Going line by line through the material below, tally those that contain the word "junctions" and give the count by itself.
___ The input
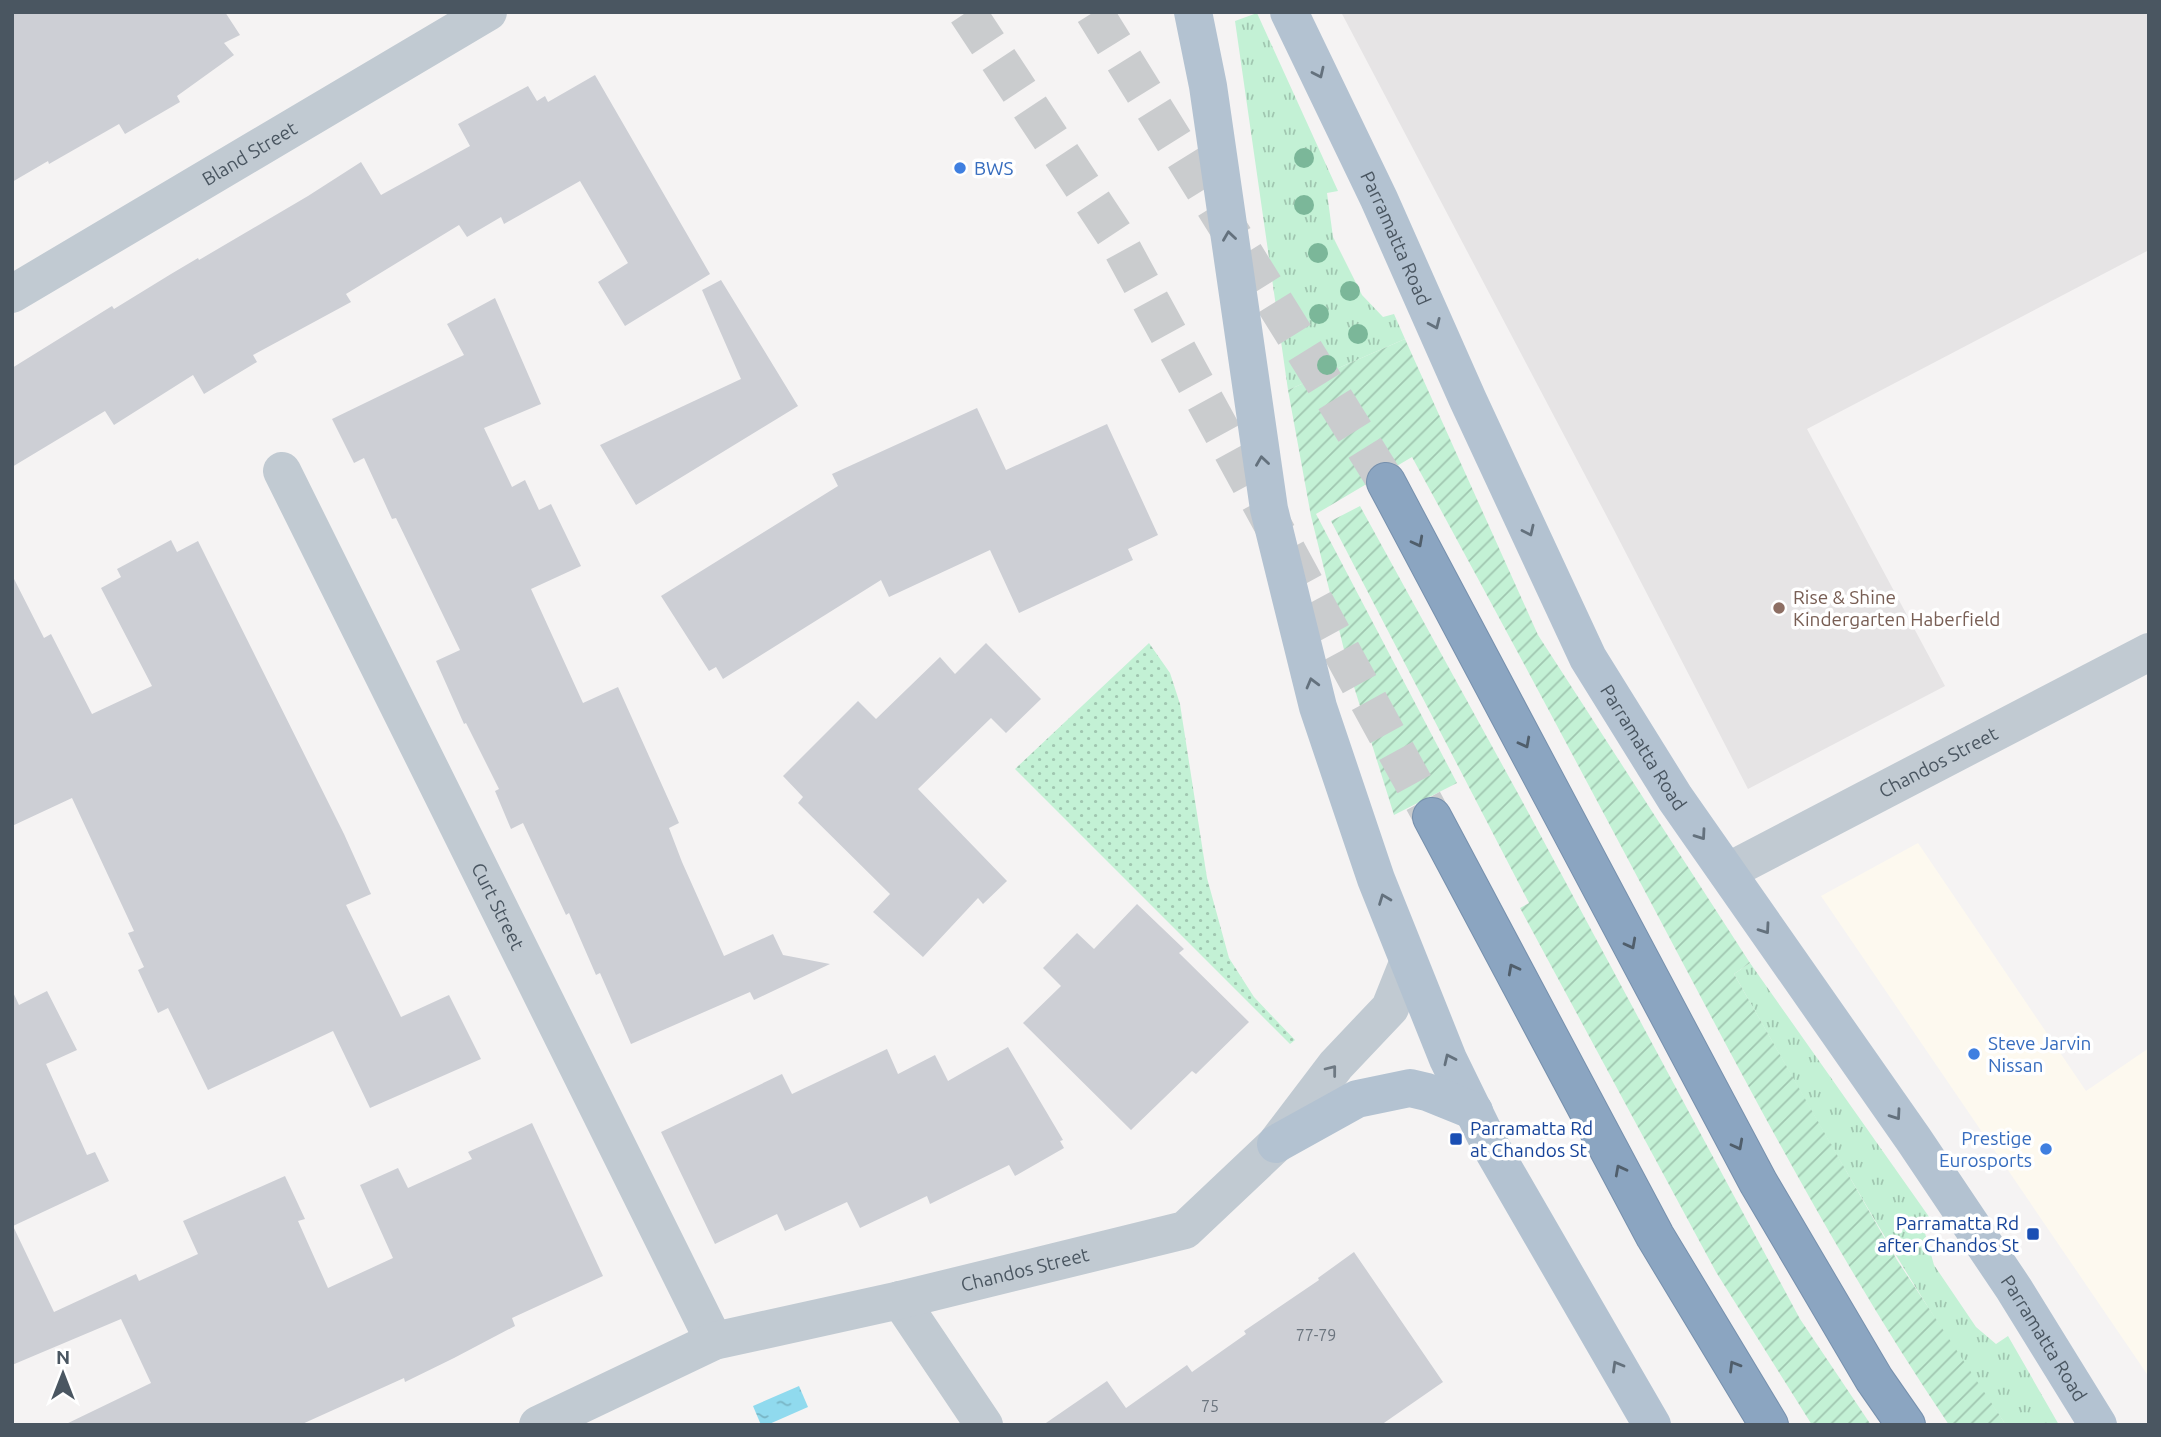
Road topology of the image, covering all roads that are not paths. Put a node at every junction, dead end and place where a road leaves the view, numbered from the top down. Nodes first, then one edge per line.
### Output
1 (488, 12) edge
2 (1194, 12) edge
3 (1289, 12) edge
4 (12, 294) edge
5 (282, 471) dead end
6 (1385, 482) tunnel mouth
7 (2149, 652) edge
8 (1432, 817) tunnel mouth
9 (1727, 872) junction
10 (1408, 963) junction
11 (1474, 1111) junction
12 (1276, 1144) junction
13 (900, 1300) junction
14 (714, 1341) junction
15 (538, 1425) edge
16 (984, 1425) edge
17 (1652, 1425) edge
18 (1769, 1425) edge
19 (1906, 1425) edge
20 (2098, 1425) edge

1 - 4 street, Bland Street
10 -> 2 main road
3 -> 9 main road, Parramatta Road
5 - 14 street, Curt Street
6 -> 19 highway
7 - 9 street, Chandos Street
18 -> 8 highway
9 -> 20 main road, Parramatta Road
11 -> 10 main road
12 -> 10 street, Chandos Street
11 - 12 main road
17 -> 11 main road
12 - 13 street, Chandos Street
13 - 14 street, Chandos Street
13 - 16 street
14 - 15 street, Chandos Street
______
___ The input
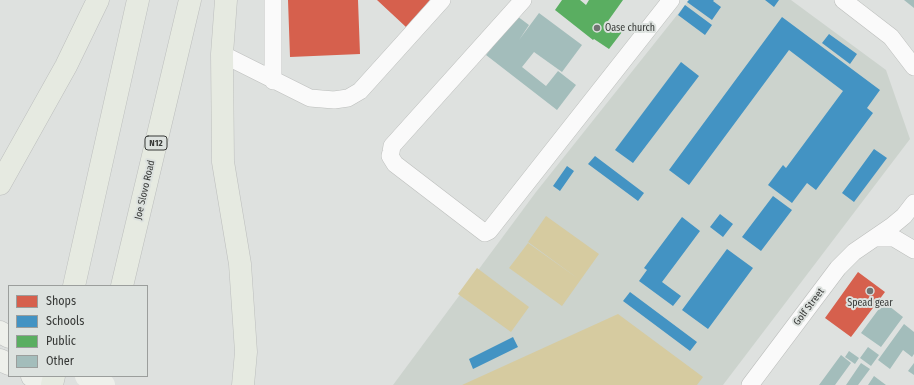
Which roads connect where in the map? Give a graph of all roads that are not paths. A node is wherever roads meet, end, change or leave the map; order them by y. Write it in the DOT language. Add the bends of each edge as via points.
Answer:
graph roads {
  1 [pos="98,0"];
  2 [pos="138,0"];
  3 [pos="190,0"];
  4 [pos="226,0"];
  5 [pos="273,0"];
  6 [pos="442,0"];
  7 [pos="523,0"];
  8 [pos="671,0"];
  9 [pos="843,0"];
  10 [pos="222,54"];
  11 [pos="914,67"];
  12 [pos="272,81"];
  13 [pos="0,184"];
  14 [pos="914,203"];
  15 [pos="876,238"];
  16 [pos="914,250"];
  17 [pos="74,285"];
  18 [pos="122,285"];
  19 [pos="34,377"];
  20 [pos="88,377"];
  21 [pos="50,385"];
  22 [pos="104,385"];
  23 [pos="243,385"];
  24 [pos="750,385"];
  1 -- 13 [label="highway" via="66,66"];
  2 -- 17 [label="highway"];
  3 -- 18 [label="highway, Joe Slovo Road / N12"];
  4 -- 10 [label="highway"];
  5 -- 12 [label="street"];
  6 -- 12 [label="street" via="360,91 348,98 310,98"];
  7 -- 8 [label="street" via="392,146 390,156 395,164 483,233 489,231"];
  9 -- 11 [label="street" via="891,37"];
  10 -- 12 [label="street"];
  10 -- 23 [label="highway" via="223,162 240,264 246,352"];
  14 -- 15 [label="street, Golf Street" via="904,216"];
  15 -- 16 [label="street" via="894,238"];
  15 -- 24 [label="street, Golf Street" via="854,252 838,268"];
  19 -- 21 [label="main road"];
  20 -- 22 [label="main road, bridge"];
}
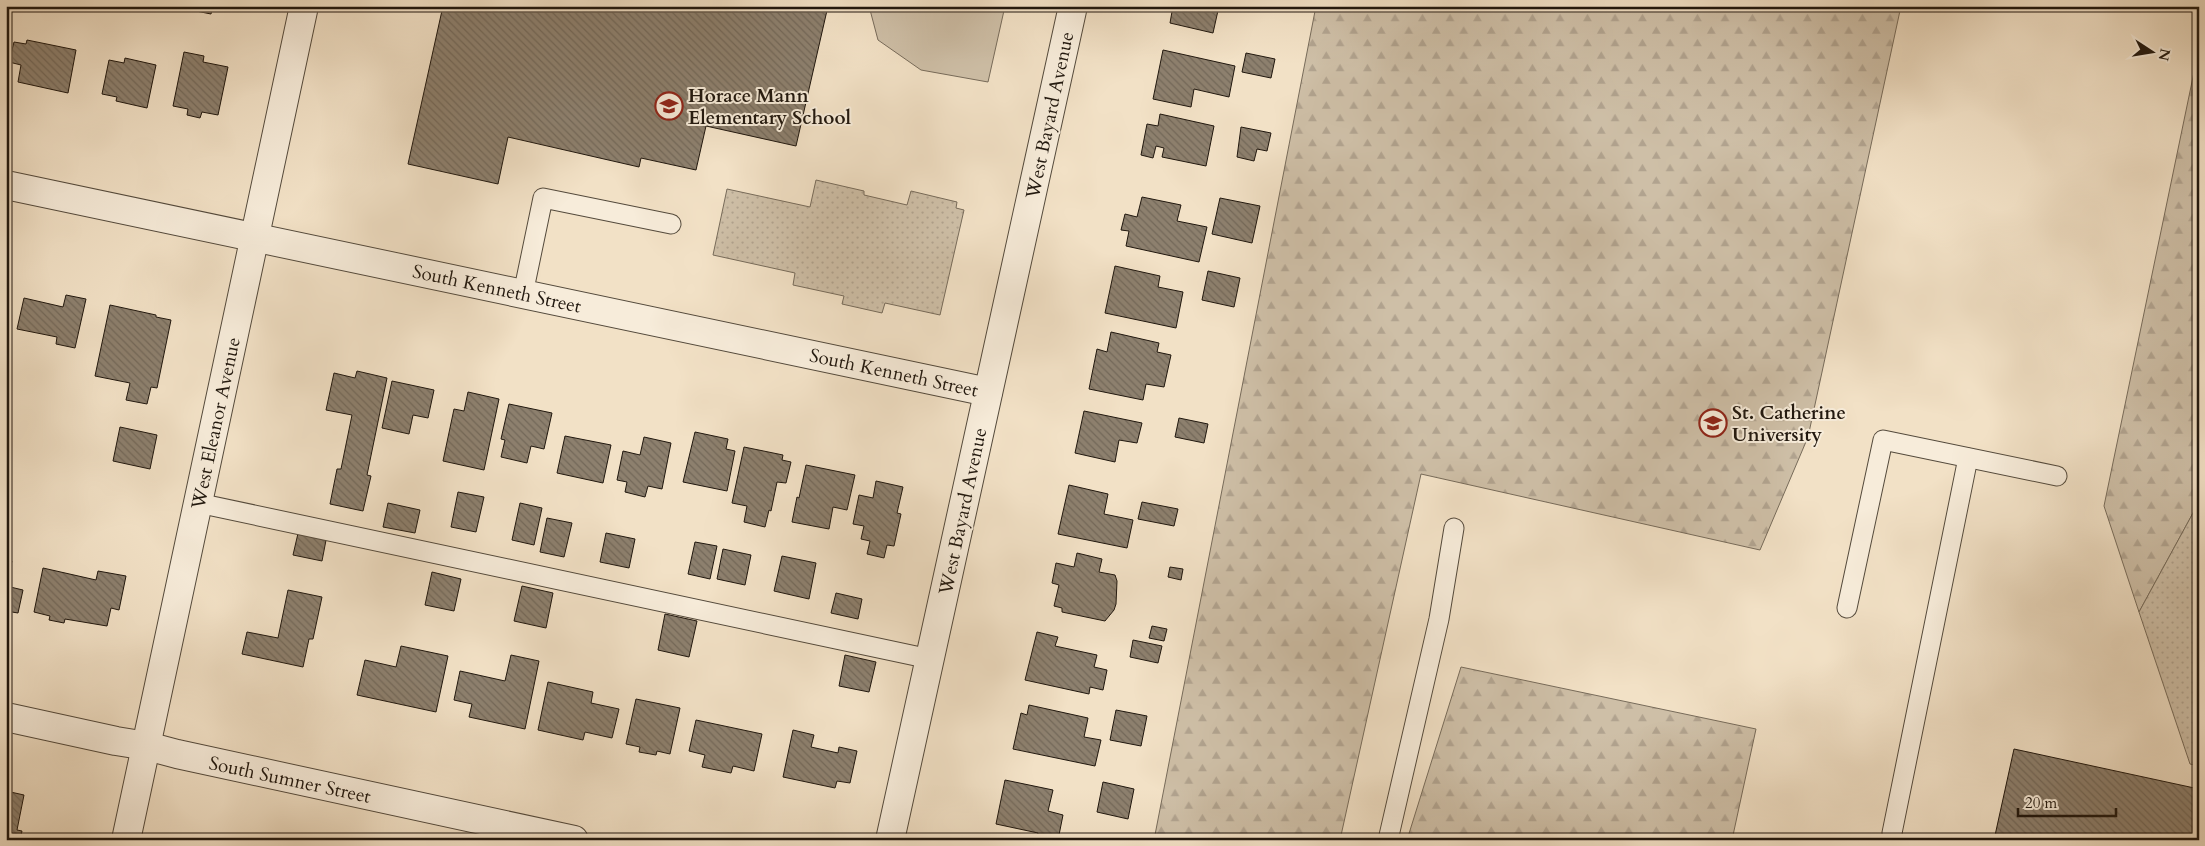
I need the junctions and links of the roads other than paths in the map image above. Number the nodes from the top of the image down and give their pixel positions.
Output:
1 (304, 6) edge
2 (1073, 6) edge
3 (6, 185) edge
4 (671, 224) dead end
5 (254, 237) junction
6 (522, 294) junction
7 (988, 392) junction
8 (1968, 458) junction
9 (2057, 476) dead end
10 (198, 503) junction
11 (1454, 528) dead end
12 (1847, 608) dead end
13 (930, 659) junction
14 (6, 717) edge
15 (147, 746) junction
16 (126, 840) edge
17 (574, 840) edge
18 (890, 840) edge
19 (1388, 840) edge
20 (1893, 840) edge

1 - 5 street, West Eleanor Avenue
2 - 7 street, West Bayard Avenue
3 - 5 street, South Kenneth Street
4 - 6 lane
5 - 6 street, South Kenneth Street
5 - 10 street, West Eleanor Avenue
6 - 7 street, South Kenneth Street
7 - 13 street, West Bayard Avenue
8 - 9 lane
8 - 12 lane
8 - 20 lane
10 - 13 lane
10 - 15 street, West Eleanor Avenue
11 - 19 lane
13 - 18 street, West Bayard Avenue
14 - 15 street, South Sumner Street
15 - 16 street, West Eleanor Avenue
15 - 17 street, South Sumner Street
______
___ The input
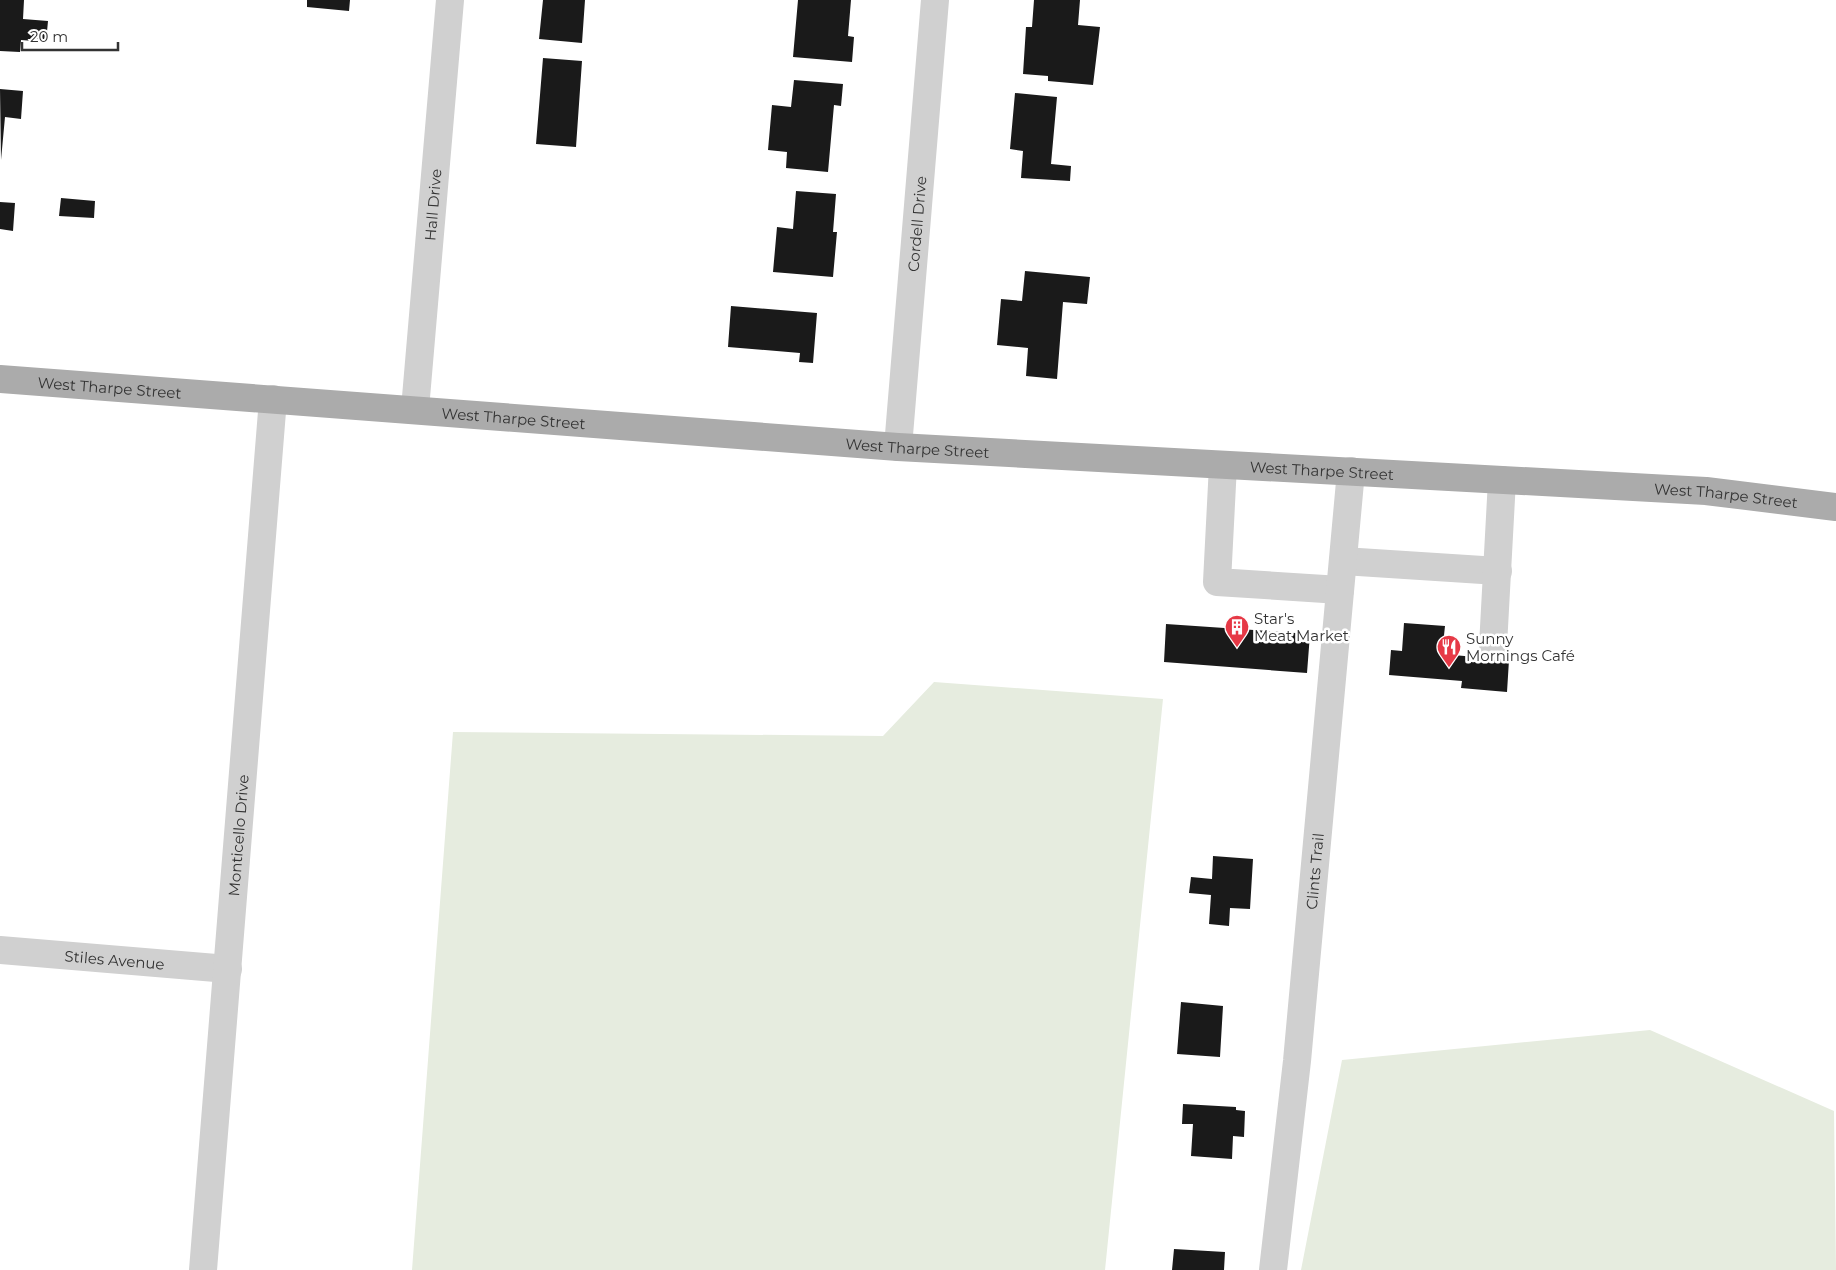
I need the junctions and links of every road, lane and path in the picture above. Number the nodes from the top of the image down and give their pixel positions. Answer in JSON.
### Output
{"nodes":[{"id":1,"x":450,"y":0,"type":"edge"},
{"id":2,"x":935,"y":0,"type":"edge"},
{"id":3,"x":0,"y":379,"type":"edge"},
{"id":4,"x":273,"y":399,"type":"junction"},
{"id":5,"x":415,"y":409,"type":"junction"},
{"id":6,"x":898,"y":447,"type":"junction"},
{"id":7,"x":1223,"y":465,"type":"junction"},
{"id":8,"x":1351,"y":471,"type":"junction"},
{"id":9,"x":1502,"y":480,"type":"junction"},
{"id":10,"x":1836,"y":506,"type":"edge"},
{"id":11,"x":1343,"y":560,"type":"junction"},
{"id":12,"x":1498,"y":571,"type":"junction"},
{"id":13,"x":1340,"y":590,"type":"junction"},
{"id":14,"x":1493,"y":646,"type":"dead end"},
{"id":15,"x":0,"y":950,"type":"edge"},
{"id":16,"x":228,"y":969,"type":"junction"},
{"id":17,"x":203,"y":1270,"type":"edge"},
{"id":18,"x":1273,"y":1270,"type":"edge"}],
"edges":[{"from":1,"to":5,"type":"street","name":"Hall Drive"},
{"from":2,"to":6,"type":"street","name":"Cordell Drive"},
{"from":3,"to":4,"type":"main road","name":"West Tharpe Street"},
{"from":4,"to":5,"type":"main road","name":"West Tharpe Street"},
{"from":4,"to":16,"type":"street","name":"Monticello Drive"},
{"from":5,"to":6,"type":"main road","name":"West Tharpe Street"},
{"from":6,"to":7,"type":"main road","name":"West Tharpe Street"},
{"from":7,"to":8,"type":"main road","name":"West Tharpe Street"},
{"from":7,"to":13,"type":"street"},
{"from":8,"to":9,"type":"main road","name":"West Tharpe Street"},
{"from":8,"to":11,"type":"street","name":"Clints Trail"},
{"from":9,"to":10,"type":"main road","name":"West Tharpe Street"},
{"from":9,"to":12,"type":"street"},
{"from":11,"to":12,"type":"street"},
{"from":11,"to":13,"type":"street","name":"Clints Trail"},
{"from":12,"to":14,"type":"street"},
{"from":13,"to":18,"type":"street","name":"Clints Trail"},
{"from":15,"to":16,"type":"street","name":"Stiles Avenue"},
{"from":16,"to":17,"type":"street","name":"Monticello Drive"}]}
______
### [Response box]
2